Allotment provision has been enshrined in law for the past century, guaranteeing everybody the right to a plot on demand [on submission of a petition of 12 or more ratepayers’ names]. In practice, this led to an average desirable ratio between the concentration of population in a given area and a suitable area of land devoted to allotments, generally interpreted as 4 acres per 1,000 members of the population, although actual provision is much more varied and unequally distributed than this suggests. The gross number of allotments provided in Britain has remained stable throughout this century, at about 500,000, despite a perceived drop in usage and value in modern times.

If a comparison is made with the numbers of people employed in agriculture [150,000] or the number of smallholdings [100,000], it is obvious that more people have access to food-growing opportunities on allotments than by any other means, even taking into account underuse and the use of allotments for purely ornamental growing [estimated to be 50% of the total]. Of the 16 million domestic gardens in the country, very few provide enough soil of sufficient quality to permit the growing of anything but a token amount of food. It might even be possible that allotments represent the greatest area of land under organic cultivation, since obtaining fresh, locally-grown fruit and vegetables, free from additives or contaminants has been the prevailing motivation of the majority of new tenants for the past twenty years. There currently exists an acceptable balance between organic cultivators and those using chemicals on most allotment sites, whereas in the recent past, the preponderance of chemical use did much to overwhelm, discourage and prevent organic culture.

A national review of allotment provision is long overdue. The last major attempt to reassess their structure and function was 30 years ago [the Thorpe Report]. Very few of the recommendations of this parliamentary committee were enacted and the last legislation relevant to allotments dates back to 1950. Despite this absolute official neglect, the indigenous, vernacular culture of allotments is as strong now as it has ever been, although this could be interpreted as strength in and because of adversity.

The most important reform that could be easily achieved to improve the function of the allotment system would be measures to ensure continuity of usage, to pre-empt and avoid the disuse and underuse that is currently widespread. Simple administrative reforms, such as timing of tenancies or acceptance of shared tenancies and subdivided plots, could also do much to ameliorate this situation.

Reform of the anachronistic and frankly incomprehensible standard tenancy agreement between plot-holders and local authorities could contribute to this end amongst others. A draft version of an improved tenancy is included in the second section of this document. Designed to be easily understood, it retains most of the legal tenets stipulated in the original, but includes changes which could improve the situation.

Allotments provide an excellent opportunity for the development of education and training specifically dedicated to the encouragement of organic food growing.

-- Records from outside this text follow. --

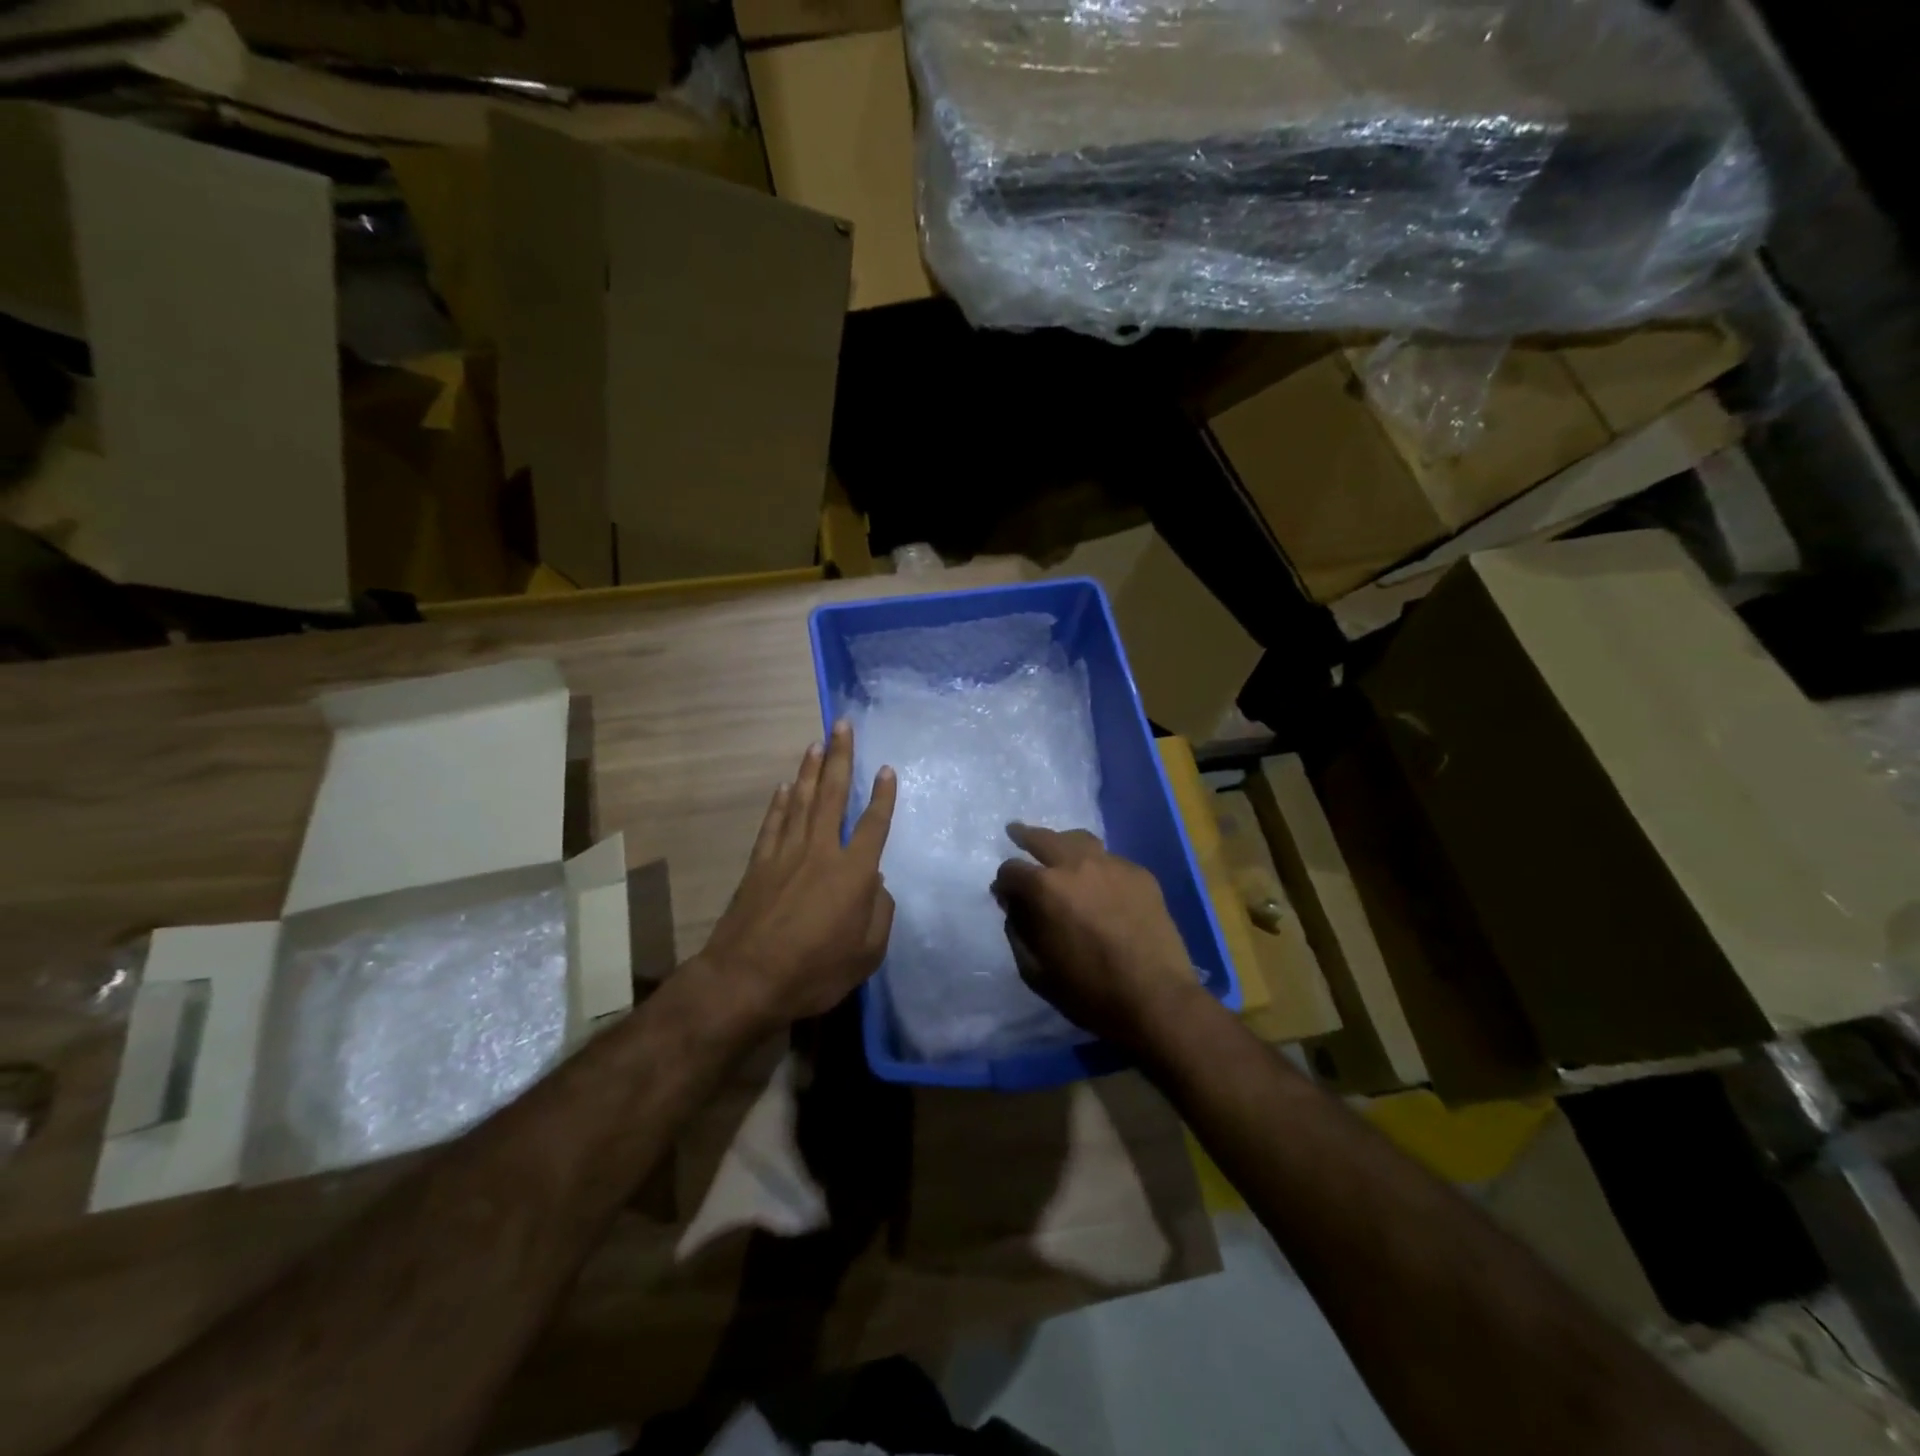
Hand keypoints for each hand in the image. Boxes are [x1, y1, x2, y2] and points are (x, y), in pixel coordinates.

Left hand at [693, 721, 896, 1032]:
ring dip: (810, 770)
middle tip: (842, 725)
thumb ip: (880, 914)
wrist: (746, 980)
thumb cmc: (815, 971)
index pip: (873, 825)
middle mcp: (821, 851)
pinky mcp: (759, 864)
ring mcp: (786, 854)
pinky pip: (773, 823)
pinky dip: (780, 803)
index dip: (883, 796)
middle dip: (840, 758)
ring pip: (801, 801)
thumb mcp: (867, 954)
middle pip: (832, 795)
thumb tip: (876, 885)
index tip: (886, 769)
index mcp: (853, 873)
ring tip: (816, 743)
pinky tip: (785, 787)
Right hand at [992, 824, 1201, 1050]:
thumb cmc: (1089, 991)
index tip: (1005, 894)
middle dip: (1024, 836)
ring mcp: (1113, 865)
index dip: (1004, 882)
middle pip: (1043, 838)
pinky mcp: (1141, 874)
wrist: (1156, 999)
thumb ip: (1017, 931)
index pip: (1011, 870)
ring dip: (1063, 843)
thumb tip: (1012, 906)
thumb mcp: (1036, 970)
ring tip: (1059, 850)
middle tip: (1015, 832)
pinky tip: (1099, 883)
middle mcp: (1076, 864)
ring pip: (1080, 840)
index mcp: (1045, 888)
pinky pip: (1110, 860)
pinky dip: (1097, 866)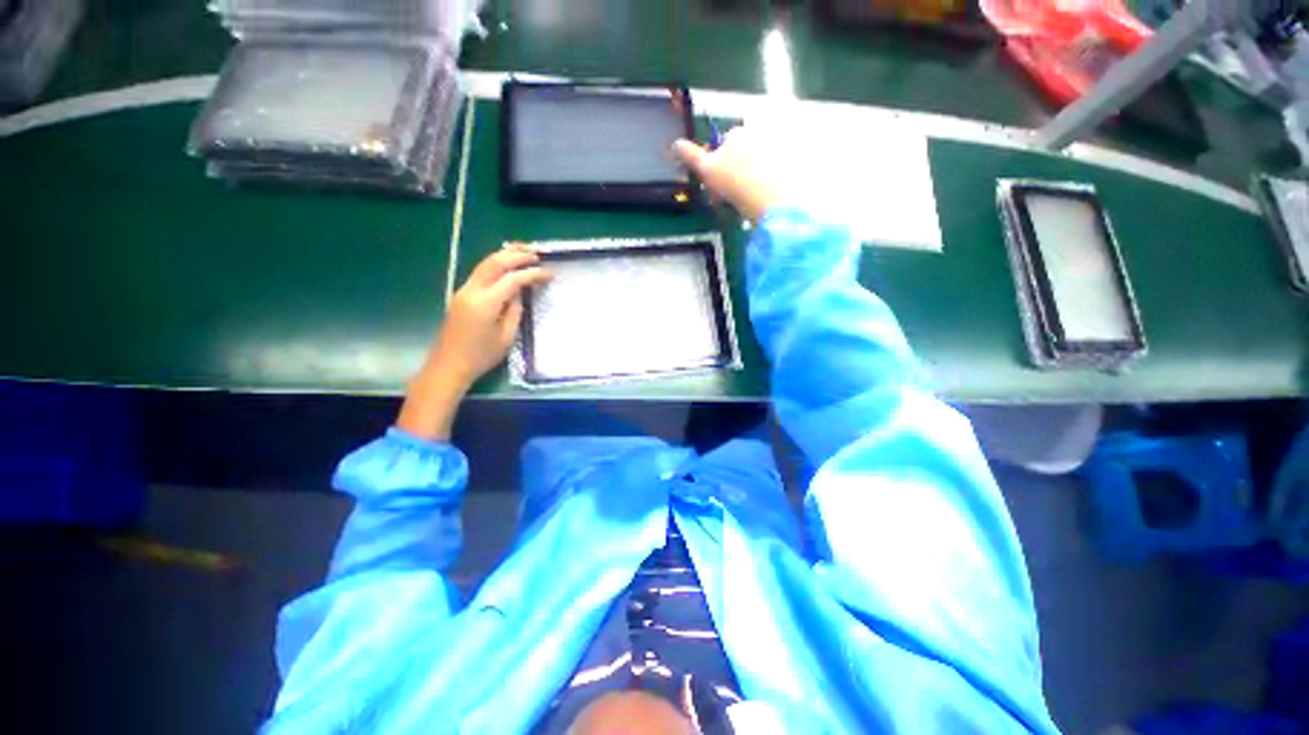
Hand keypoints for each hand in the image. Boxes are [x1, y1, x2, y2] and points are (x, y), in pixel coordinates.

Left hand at [397, 247, 551, 439]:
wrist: (448, 365)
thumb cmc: (481, 356)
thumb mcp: (506, 337)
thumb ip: (515, 311)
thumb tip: (518, 293)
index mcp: (486, 303)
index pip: (513, 279)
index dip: (533, 274)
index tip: (550, 274)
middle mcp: (472, 290)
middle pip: (495, 262)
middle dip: (517, 255)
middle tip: (537, 253)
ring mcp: (463, 290)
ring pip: (485, 264)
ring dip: (505, 255)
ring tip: (523, 252)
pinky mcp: (461, 295)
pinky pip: (480, 273)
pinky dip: (496, 265)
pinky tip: (507, 266)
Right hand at [674, 127, 782, 221]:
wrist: (768, 199)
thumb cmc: (733, 180)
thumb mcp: (706, 168)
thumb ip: (690, 155)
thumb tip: (676, 144)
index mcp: (737, 133)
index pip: (720, 145)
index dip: (713, 165)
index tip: (711, 183)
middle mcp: (757, 136)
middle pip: (737, 156)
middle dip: (728, 174)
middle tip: (722, 196)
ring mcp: (772, 152)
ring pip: (750, 168)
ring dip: (741, 182)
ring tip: (737, 202)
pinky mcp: (783, 169)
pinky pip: (765, 177)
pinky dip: (757, 187)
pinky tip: (752, 201)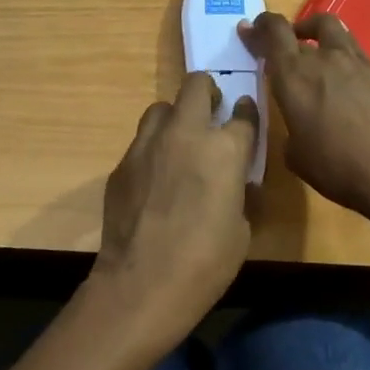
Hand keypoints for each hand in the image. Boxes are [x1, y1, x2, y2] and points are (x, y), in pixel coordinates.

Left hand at [86, 72, 257, 350]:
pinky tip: (155, 177)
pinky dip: (152, 150)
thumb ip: (240, 193)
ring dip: (175, 117)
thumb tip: (237, 183)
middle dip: (207, 92)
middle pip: (197, 85)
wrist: (142, 284)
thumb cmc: (206, 262)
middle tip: (212, 112)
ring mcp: (148, 145)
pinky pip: (141, 142)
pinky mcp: (122, 163)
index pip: (243, 113)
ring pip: (161, 107)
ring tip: (179, 142)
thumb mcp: (242, 229)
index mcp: (225, 149)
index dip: (247, 111)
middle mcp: (186, 134)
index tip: (245, 114)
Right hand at [241, 11, 369, 220]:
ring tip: (311, 49)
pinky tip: (340, 76)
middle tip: (277, 44)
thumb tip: (297, 123)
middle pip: (299, 29)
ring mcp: (354, 62)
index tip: (250, 29)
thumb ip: (290, 128)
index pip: (273, 33)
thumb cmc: (336, 167)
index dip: (259, 27)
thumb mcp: (295, 155)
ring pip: (330, 28)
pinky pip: (352, 49)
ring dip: (314, 32)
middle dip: (283, 32)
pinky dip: (338, 53)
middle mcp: (322, 59)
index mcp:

Such provision should accept that food-growing is equivalent to a skilled or craft occupation and that growers need to practice for several years to develop a range of abilities. SOFI operates what is in effect a scheme to permit individuals to undertake an apprenticeship in organic growing, learning from more experienced growers, over a period of several years.

It should be noted that the average size of allotments, approximately 300 square meters or one eighth of an acre, is only sufficient to provide a limited amount of produce. When most allotment sites were created, there was considerable demand and this limited area allowed more people to have access. If the grower is trying to maximise one individual’s self-sufficiency by cultivating the greatest diversity of crops for as long as possible each year, one half of an acre or 4 plots would provide enough soil to attain this goal.

Although allotments are undoubtedly affordably priced, there are still justifications for subsidised rent, especially for those on low incomes. The price of rented land on an agricultural scale is approximately equivalent to what is paid by plot-holders, at about £200 per acre per year, although allotment soils and sites are rarely of a standard equivalent to agricultural land. Provision should be made both for those unable to maintain a whole allotment and for those who need more space. Facilities provided with allotments are extremely variable and rents reflect this.